Bonjour,
Je me doute que cette question fera certainement des émules (ça n'est vraiment pas le but...) ceci dit, j'aimerais exprimer mon point de vue au travers de mon expérience.
J'ai 24 ans et je travaille à mon compte depuis 2 ans comme menuisier en suisse. J'ai eu une formation de menuisier CFC ce qui implique 4 ans de formation en dual (école 1 jour par semaine + des semaines d'atelier à l'école une quinzaine sur 4 ans , le reste en entreprise avec formateur attitré)
Bien entendu, la passion m'a accompagné chaque jour et j'en ais aussi tiré un apprentissage substantiel.
Le fait est que, je me suis lancé et ça "a marché direct" je me suis donc lancé dans des boulots dont je n'avais pas toutes les connaissances à la base.
En résulte: malgré une volonté de "faire bien, dans les règles de l'art" il m'est arrivé de faire de mauvais choix, d'utiliser des matériaux non adapté etc...
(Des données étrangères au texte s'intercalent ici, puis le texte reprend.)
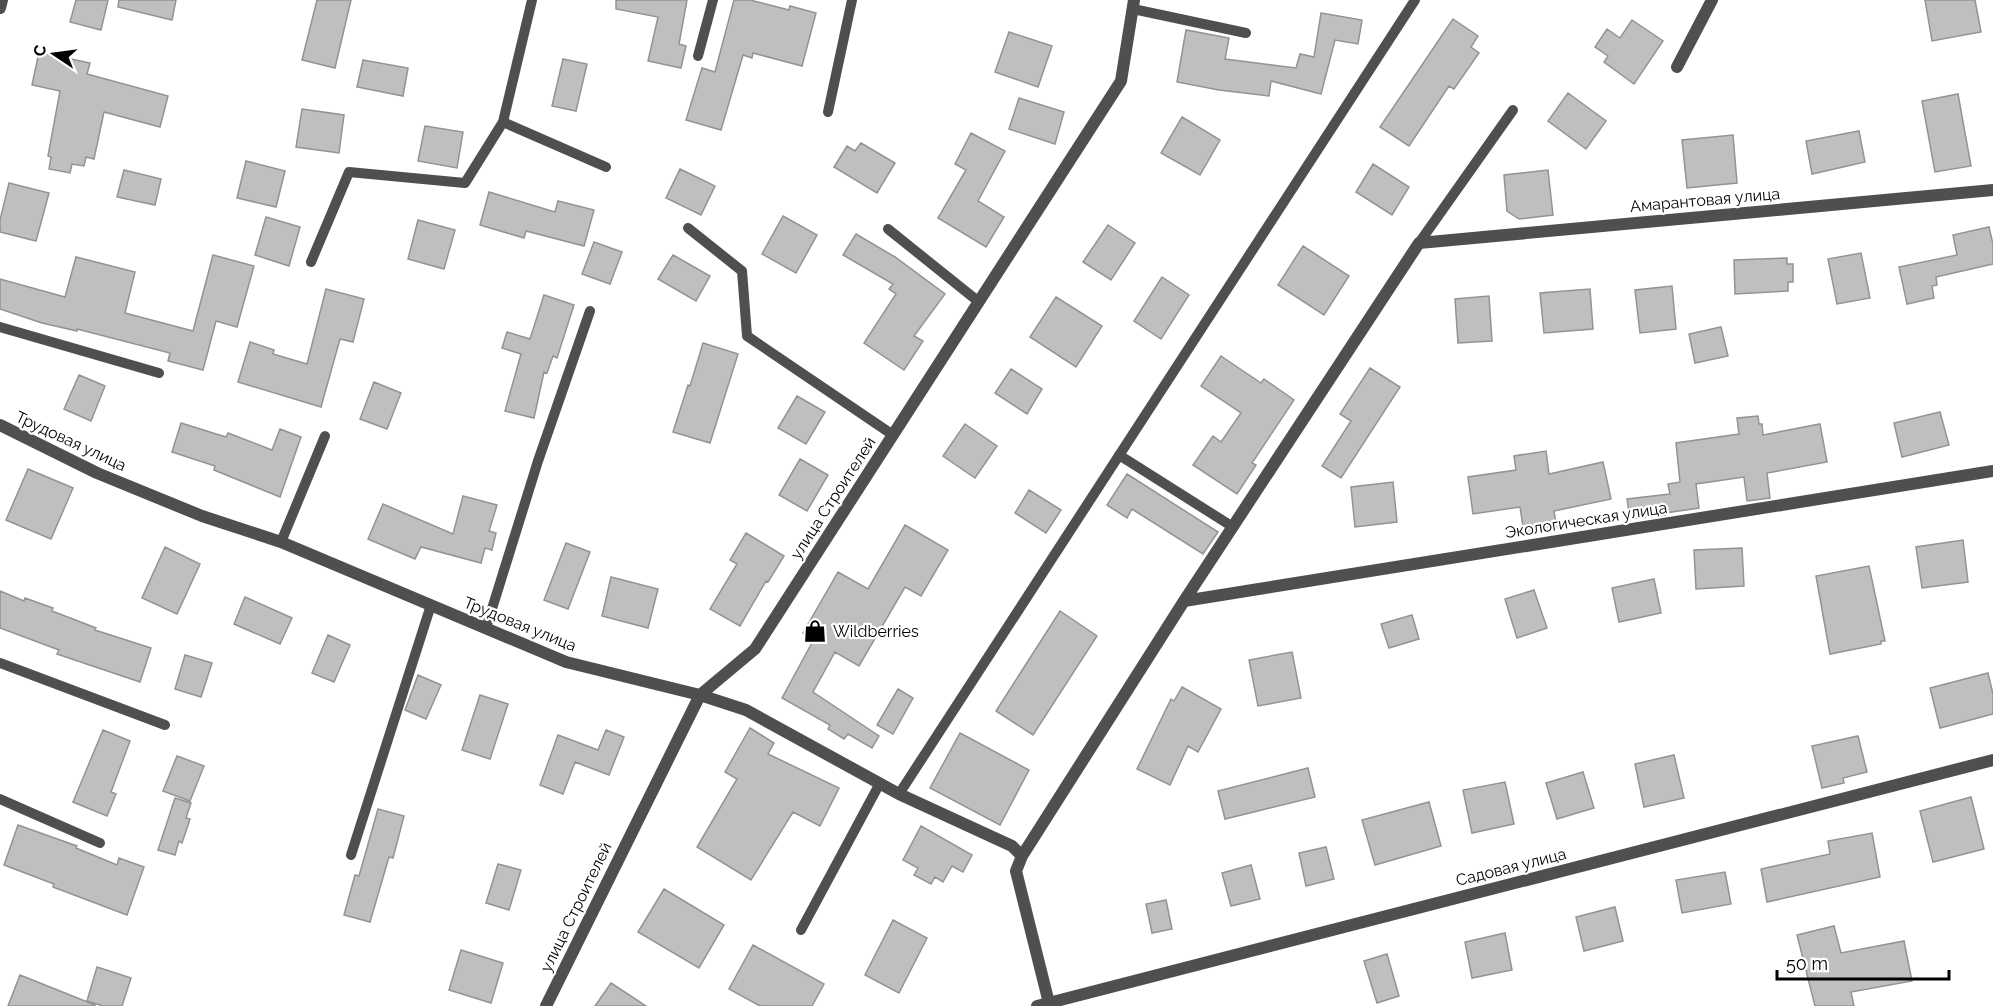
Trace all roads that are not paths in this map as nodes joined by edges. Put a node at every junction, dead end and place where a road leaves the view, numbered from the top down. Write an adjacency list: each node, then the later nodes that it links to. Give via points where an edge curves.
1 (2, 0): 8 (street)
2 (532, 0): 14 (lane)
3 (713, 0): 10 (lane)
4 (852, 0): 13 (lane)
5 (1415, 0): 28 (lane)
6 (1712, 0): 11 (street)
7 (1134, 5): 9 (lane); 21 (street, улица Строителей, via 1121,81)
8 (0, 8)
9 (1246, 33)
10 (698, 56)
11 (1677, 67)
12 (1513, 110): 19 (lane)
13 (828, 112)
14 (503, 122): 15 (lane); 20 (lane, via 465,183 349,172)
15 (606, 167)
16 (1993, 189): 19 (street, Амарантовая улица)
17 (688, 228): 26 (lane, via 742,271 747,336)
18 (888, 229): 21 (lane)
19 (1419, 243): 30 (street)
20 (311, 262)
21 (979, 302): 26 (street, улица Строителей)
22 (590, 311): 34 (lane)
23 (0, 327): 24 (lane)
24 (159, 373)
25 (0, 425): 31 (street, Трудовая улица, via 150,495)
26 (893, 435): 36 (street, улица Строителей, via 755,649)
27 (325, 436): 31 (lane)
28 (1119, 455): 30 (lane); 40 (lane)
29 (1993, 471): 32 (street, Экологическая улица)
30 (1233, 527): 32 (street)
31 (280, 542): 33 (street, Трудовая улица)
32 (1184, 602): 44 (street)
33 (431, 605): 34 (street, Трудовая улица); 43 (lane)
34 (486, 628): 36 (street, Трудовая улица, via 566,662)
35 (0, 663): 37 (lane)
36 (700, 695): 39 (street, Трудовая улица, via 746,710); 47 (street, улица Строителей)
37 (165, 725)
38 (1993, 760): 46 (street, Садовая улица)
39 (880, 783): 40 (street, Трудовая улица); 45 (lane)
40 (899, 794): 44 (street, Трудовая улица, via 1012,846)
41 (0, 799): 42 (lane)
42 (100, 843)
43 (351, 855)
44 (1022, 856): 46 (street, via 1016,871)
45 (801, 930)
46 (1049, 1002): 48 (street, Садовая улица)
47 (546, 1006)
48 (1037, 1006)

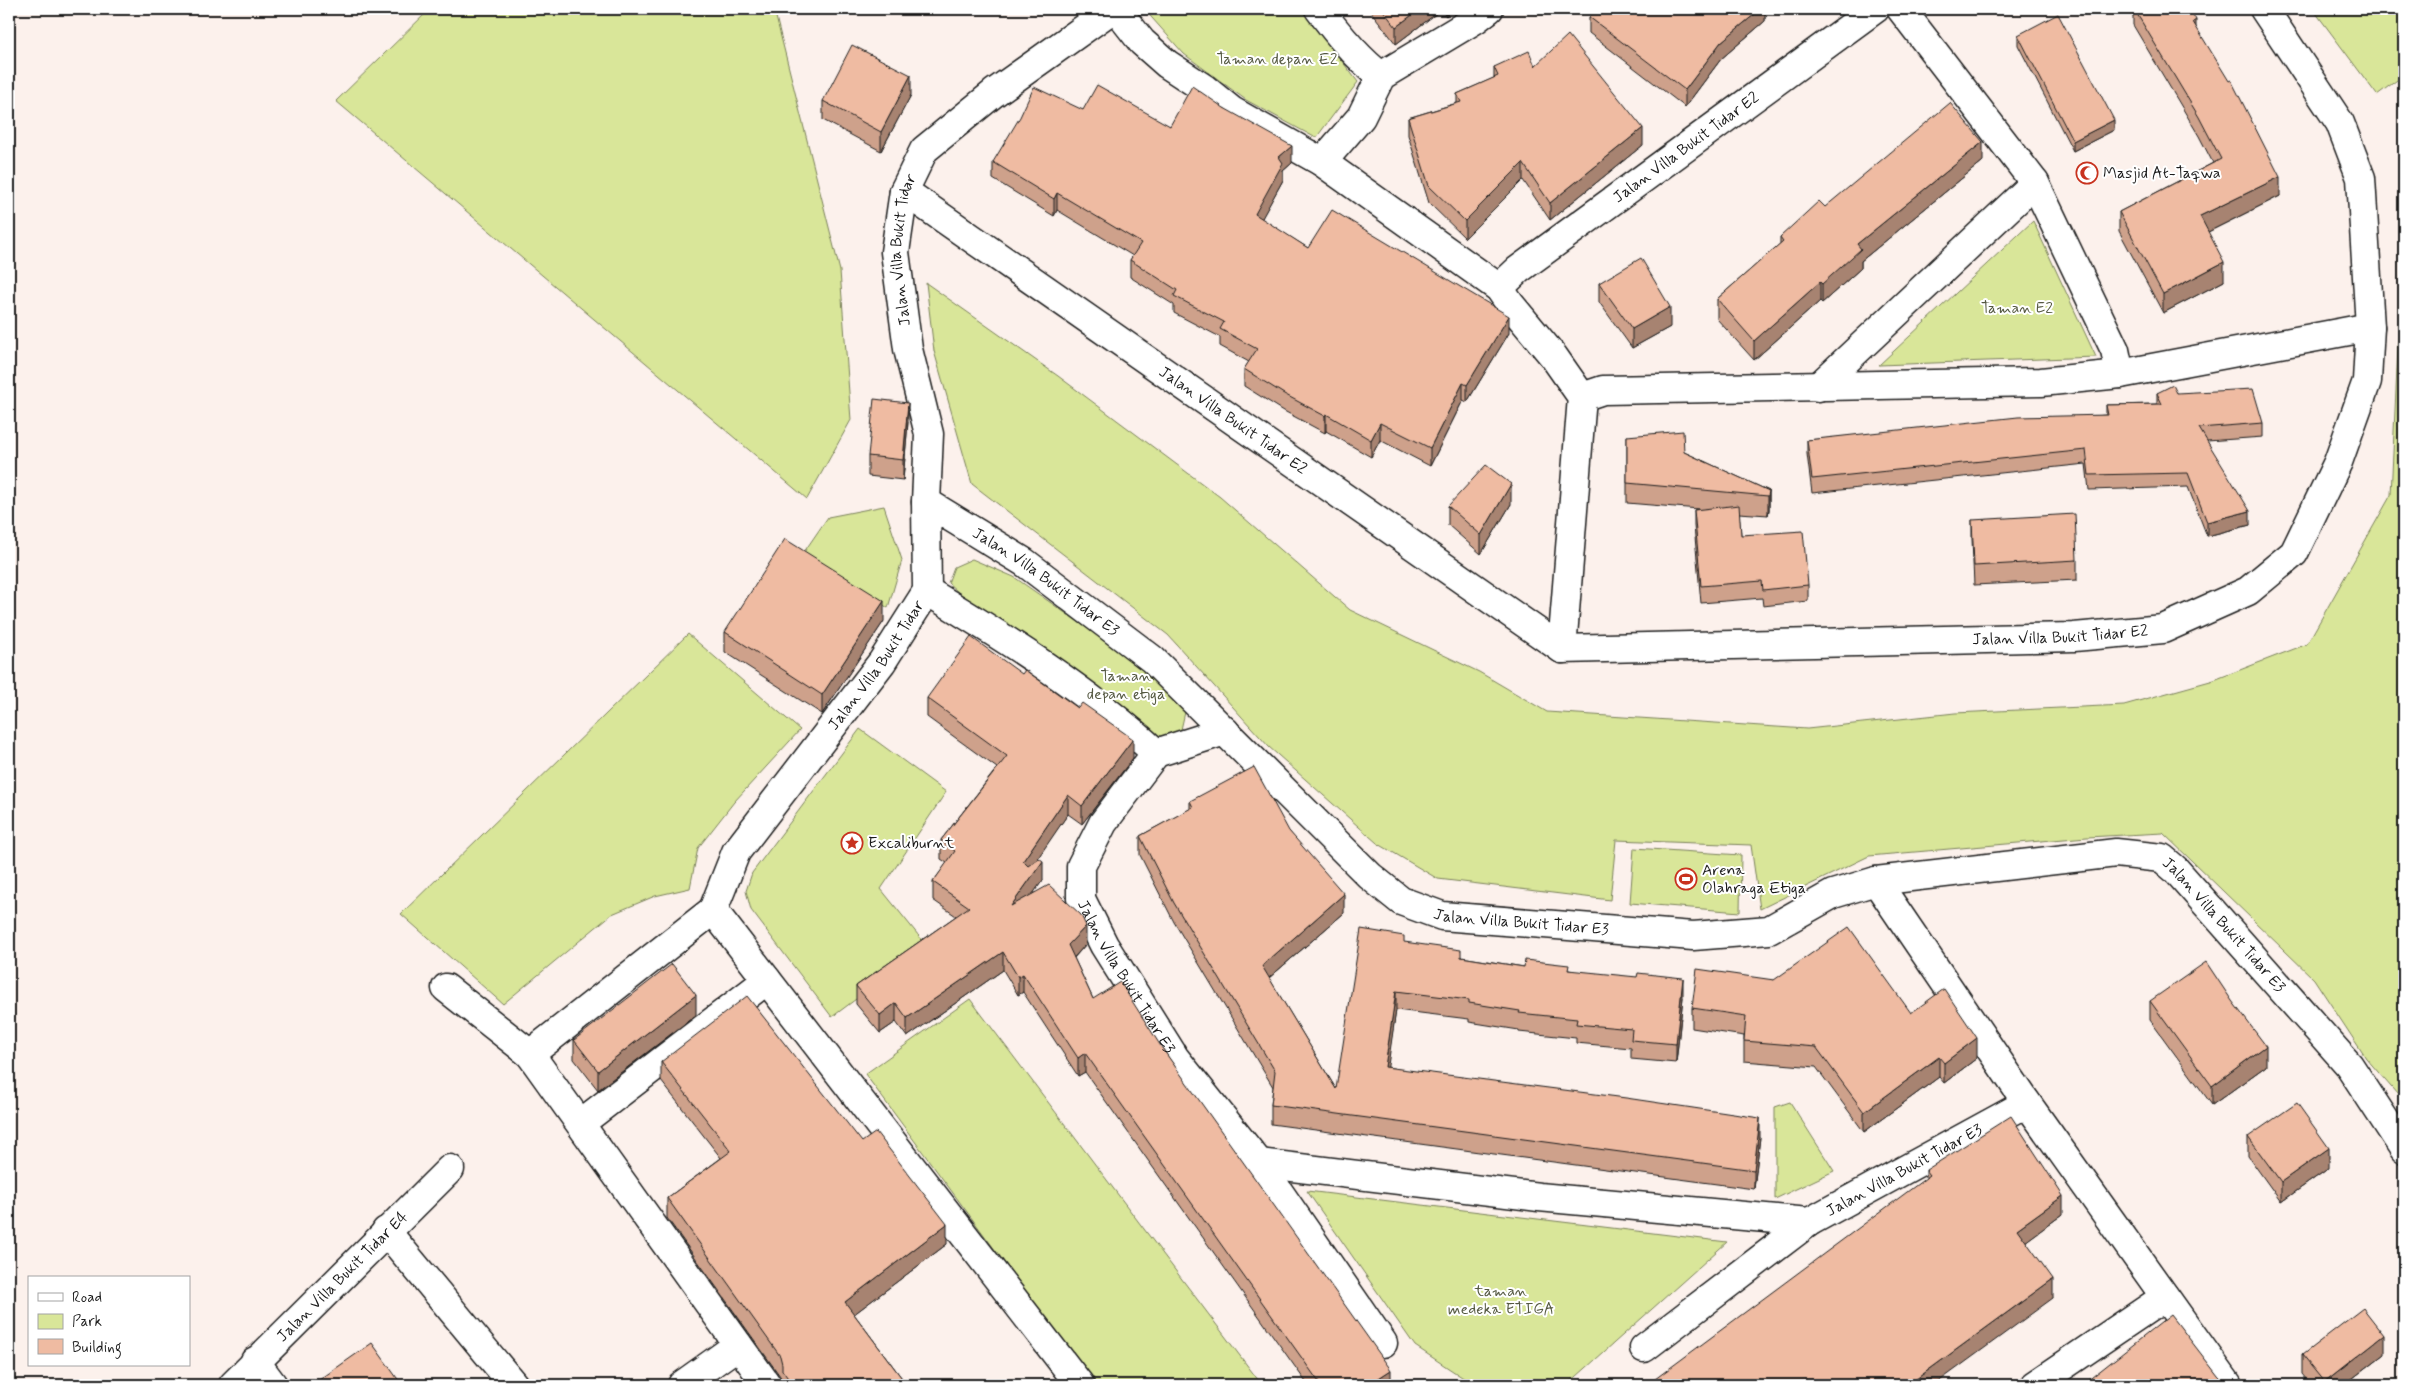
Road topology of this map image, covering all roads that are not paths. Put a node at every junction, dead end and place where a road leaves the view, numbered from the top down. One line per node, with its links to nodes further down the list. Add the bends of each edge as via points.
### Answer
1 (1112, 9): 11 (street, Jalan Villa Bukit Tidar, via 994,93 924,150)
2 (1116, 9): 9 (street, via 1142,42 1167,64 1206,89 1232,111)
3 (1319, 9): 8 (street, via 1334,30)
4 (1489, 9): 8 (street)
5 (1875, 9): 12 (street, Jalan Villa Bukit Tidar E2, via 1526,264)
6 (1901, 9): 10 (street)
7 (2264, 9): 13 (street, Jalan Villa Bukit Tidar E2, via 2340,123 2361,178)
8 (1381, 76): 9 (street, via 1361,118)
9 (1322, 162): 12 (street)
10 (2035, 182): 14 (street, via 2115,350); 15 (street)
11 (904, 192): 17 (street, Jalan Villa Bukit Tidar, via 896,252 908,349 929,434); 19 (street, Jalan Villa Bukit Tidar E2)
12 (1499, 288): 16 (street)
13 (2370, 327): 14 (street); 19 (street, Jalan Villa Bukit Tidar E2, via 2367,382 2338,462 2294,554 2248,591 2164,629 2074,636)
14 (2120, 374): 15 (street, via 2040,382)
15 (1818, 387): 16 (street, via 1603,390)
16 (1582, 397): 19 (street)
17 (926, 502): 18 (street, Jalan Villa Bukit Tidar); 20 (street, Jalan Villa Bukit Tidar E3, via 1024,562 1152,659)
18 (927, 591): 21 (street, via 1013,642); 23 (street, Jalan Villa Bukit Tidar, via 882,662 736,852)
19 (1562, 649)
20 (1225, 732): 21 (street); 22 (street, Jalan Villa Bukit Tidar E3, via 1370,876 1401,901 1442,916 1693,936 1769,930 1833,894)
21 (1156, 753): 30 (street, Jalan Villa Bukit Tidar E3, via 1103,823 1081,866 1081,899 1104,945 1176,1058)
22 (1876, 881): 27 (street); 29 (street, Jalan Villa Bukit Tidar E3, via 2116,853 2162,858 2349,1065)
23 (713, 910): 24 (street); 26 (street)
24 (767, 980): 28 (street); 44 (street)
25 (446, 988): 26 (street)
26 (530, 1054): 28 (street)
27 (2027, 1103): 32 (street, Jalan Villa Bukit Tidar E3); 34 (street)
28 (581, 1123): 36 (street)
29 (2404, 1149)
30 (1259, 1163): 32 (street, Jalan Villa Bukit Tidar E3, via 1539,1197); 35 (street, Jalan Villa Bukit Tidar E3)
31 (450, 1168): 33 (street, Jalan Villa Bukit Tidar E4)
32 (1809, 1222): 37 (street, Jalan Villa Bukit Tidar E3)
33 (386, 1231): 38 (street, Jalan Villa Bukit Tidar E4); 41 (street)
34 (2165, 1297): 45 (street); 46 (street)
35 (1384, 1343)
36 (738, 1345): 42 (street); 43 (street)
37 (1644, 1348)
38 (255, 1361): 39 (street, Jalan Villa Bukit Tidar E4); 40 (street)
39 (233, 1385)
40 (273, 1385)
41 (514, 1385)
42 (682, 1385)
43 (767, 1385)
44 (1080, 1385)
45 (2035, 1385)
46 (2228, 1385)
En cette fin d'année, je me suis retrouvé à faire des tournées de SAV pour régler certaines choses sur des chantiers. Dans ces cas-là, c'est pour ma pomme mais les clients sont quand même embêtés.
J'observe une tendance non négligeable de personnes désireuses de se lancer et souvent sans beaucoup d'expérience.
Le risque à mon sens est de niveler le métier par le bas en dévalorisant le métier. (nouveaux artisans moins cher mais si nombreux que leurs prix sont bientôt la norme par ex, réputation des artisans globalement impactée par de plus en plus d'inexpérience sur les chantiers.)
Le bon dans tout cela est que ce métier est de plus en plus abordable pour des reconversions et découvertes de passion.
J'observe aussi que pour beaucoup, une reconversion puis une mise à son compte a très bien fonctionné comme en témoignent beaucoup d'entre vous.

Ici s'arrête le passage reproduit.